#### Recorded information:
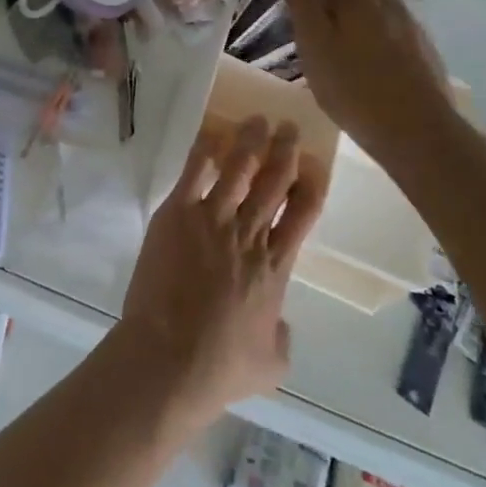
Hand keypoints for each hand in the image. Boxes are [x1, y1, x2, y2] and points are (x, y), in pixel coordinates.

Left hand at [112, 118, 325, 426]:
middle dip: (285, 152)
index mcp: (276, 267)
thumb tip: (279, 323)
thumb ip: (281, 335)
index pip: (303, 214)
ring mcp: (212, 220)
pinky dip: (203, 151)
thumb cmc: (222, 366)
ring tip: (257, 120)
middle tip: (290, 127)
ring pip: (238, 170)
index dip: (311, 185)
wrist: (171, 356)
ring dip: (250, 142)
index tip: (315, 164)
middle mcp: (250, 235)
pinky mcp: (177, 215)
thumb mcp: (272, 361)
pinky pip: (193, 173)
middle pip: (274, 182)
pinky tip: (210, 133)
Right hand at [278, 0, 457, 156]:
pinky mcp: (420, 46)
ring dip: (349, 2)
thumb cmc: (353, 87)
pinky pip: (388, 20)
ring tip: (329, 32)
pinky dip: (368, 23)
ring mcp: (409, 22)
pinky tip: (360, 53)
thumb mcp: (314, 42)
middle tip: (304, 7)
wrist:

#### Exercise description:
Output only a verbatim copy of the lines spanning from the line that contains "pinky pip: (388, 20)" to the end of the records above.

#### Answer to this task:
pinky pip: (388, 20)
ring tip: (329, 32)
pinky dip: (368, 23)
ring mcp: (409, 22)
pinky tip: (360, 53)
thumb mcp: (314, 42)
middle tip: (304, 7)
wrist:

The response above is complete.